::: Provided information :::

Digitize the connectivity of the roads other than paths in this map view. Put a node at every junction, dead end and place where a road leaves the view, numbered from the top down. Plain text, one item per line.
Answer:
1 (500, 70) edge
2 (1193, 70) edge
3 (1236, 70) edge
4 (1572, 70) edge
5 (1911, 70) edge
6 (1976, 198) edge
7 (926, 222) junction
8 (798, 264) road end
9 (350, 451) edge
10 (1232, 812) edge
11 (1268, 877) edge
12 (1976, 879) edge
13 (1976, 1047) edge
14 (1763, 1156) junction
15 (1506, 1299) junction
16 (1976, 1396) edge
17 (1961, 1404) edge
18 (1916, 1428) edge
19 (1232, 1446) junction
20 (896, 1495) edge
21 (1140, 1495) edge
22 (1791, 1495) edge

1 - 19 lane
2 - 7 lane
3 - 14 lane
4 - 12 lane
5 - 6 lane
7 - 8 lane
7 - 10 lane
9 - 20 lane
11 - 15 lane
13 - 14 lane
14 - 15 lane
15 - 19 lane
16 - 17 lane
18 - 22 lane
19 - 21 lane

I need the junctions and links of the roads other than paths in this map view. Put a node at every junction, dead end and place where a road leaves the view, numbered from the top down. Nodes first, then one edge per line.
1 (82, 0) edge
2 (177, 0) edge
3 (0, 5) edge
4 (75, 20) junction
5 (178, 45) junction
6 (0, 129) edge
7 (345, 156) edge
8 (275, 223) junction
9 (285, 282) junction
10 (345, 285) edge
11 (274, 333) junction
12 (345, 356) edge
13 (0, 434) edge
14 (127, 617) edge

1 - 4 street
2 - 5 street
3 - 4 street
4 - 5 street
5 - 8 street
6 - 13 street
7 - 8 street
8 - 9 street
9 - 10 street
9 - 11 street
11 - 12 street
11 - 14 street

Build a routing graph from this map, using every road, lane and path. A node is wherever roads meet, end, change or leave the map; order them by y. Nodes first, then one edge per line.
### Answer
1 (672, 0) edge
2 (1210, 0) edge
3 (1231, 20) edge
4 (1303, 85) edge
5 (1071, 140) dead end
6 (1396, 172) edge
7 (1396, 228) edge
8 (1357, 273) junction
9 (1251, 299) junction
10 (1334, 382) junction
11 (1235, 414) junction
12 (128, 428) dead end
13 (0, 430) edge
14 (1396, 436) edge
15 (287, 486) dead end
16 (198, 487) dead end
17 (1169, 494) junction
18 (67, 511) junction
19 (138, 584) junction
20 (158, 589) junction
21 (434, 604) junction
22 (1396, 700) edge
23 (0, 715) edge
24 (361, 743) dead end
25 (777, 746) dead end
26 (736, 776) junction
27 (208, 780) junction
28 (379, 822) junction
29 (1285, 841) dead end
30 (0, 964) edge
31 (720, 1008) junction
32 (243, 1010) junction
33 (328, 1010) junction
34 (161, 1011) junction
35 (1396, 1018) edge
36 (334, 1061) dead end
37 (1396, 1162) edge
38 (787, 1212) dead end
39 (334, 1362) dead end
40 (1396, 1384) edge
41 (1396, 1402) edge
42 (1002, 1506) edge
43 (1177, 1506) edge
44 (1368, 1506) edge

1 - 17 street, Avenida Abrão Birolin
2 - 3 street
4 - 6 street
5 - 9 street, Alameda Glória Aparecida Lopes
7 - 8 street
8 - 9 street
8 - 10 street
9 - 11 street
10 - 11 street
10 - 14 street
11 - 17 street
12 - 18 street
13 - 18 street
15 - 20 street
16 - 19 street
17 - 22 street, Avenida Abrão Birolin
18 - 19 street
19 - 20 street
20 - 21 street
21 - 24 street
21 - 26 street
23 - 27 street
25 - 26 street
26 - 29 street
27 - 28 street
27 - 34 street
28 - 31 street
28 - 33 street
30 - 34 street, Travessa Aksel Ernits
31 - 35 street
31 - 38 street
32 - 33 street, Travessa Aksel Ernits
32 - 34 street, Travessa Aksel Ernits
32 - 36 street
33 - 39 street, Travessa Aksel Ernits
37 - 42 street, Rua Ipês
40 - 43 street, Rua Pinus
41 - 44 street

:::

• **Task instructions**:
Repeat all of the data exactly. Include every line.

• **Solution for this task**:
Digitize the connectivity of the roads other than paths in this map view. Put a node at every junction, dead end and place where a road leaves the view, numbered from the top down. Plain text, one item per line.
Answer:
1 (500, 70) edge
2 (1193, 70) edge
3 (1236, 70) edge
4 (1572, 70) edge
5 (1911, 70) edge
6 (1976, 198) edge
7 (926, 222) junction
8 (798, 264) road end
9 (350, 451) edge
10 (1232, 812) edge
11 (1268, 877) edge
12 (1976, 879) edge
13 (1976, 1047) edge
14 (1763, 1156) junction
15 (1506, 1299) junction
16 (1976, 1396) edge
17 (1961, 1404) edge
18 (1916, 1428) edge
19 (1232, 1446) junction
20 (896, 1495) edge
21 (1140, 1495) edge
22 (1791, 1495) edge

1 - 19 lane
2 - 7 lane
3 - 14 lane
4 - 12 lane
5 - 6 lane
7 - 8 lane
7 - 10 lane
9 - 20 lane
11 - 15 lane
13 - 14 lane
14 - 15 lane
15 - 19 lane
16 - 17 lane
18 - 22 lane
19 - 21 lane

I need the junctions and links of the roads other than paths in this map view. Put a node at every junction, dead end and place where a road leaves the view, numbered from the top down. Nodes first, then one edge per line.
1 (82, 0) edge
2 (177, 0) edge
3 (0, 5) edge
4 (75, 20) junction
5 (178, 45) junction
6 (0, 129) edge
7 (345, 156) edge
8 (275, 223) junction
9 (285, 282) junction
10 (345, 285) edge
11 (274, 333) junction
12 (345, 356) edge
13 (0, 434) edge
14 (127, 617) edge

1 - 4 street
2 - 5 street
3 - 4 street
4 - 5 street
5 - 8 street
6 - 13 street
7 - 8 street
8 - 9 street
9 - 10 street
9 - 11 street
11 - 12 street
11 - 14 street

Build a routing graph from this map, using every road, lane and path. A node is wherever roads meet, end, change or leave the map; order them by y. Nodes first, then one edge per line.
### Answer
1 (672, 0) edge
2 (1210, 0) edge
3 (1231, 20) edge
4 (1303, 85) edge
5 (1071, 140) dead end
6 (1396, 172) edge
7 (1396, 228) edge
8 (1357, 273) junction
9 (1251, 299) junction
10 (1334, 382) junction
11 (1235, 414) junction
12 (128, 428) dead end
13 (0, 430) edge
14 (1396, 436) edge
15 (287, 486) dead end
16 (198, 487) dead end
17 (1169, 494) junction
18 (67, 511) junction
19 (138, 584) junction
20 (158, 589) junction
21 (434, 604) junction
22 (1396, 700) edge
23 (0, 715) edge
24 (361, 743) dead end
25 (777, 746) dead end
26 (736, 776) junction
27 (208, 780) junction
28 (379, 822) junction
29 (1285, 841) dead end
30 (0, 964) edge
31 (720, 1008) junction
32 (243, 1010) junction
33 (328, 1010) junction
34 (161, 1011) junction
35 (1396, 1018) edge
36 (334, 1061) dead end
37 (1396, 1162) edge
38 (787, 1212) dead end
39 (334, 1362) dead end
40 (1396, 1384) edge
41 (1396, 1402) edge
42 (1002, 1506) edge
43 (1177, 1506) edge
44 (1368, 1506) edge

1 - 17 street, Avenida Abrão Birolin
2 - 3 street
4 - 6 street
5 - 9 street, Alameda Glória Aparecida Lopes
7 - 8 street
8 - 9 street
8 - 10 street
9 - 11 street
10 - 11 street
10 - 14 street
11 - 17 street
12 - 18 street
13 - 18 street
15 - 20 street
16 - 19 street
17 - 22 street, Avenida Abrão Birolin
18 - 19 street
19 - 20 street
20 - 21 street
21 - 24 street
21 - 26 street
23 - 27 street
25 - 26 street
26 - 29 street
27 - 28 street
27 - 34 street
28 - 31 street
28 - 33 street
30 - 34 street, Travessa Aksel Ernits
31 - 35 street
31 - 38 street
32 - 33 street, Travessa Aksel Ernits
32 - 34 street, Travessa Aksel Ernits
32 - 36 street
33 - 39 street, Travessa Aksel Ernits
37 - 42 street, Rua Ipês
40 - 43 street, Rua Pinus
41 - 44 street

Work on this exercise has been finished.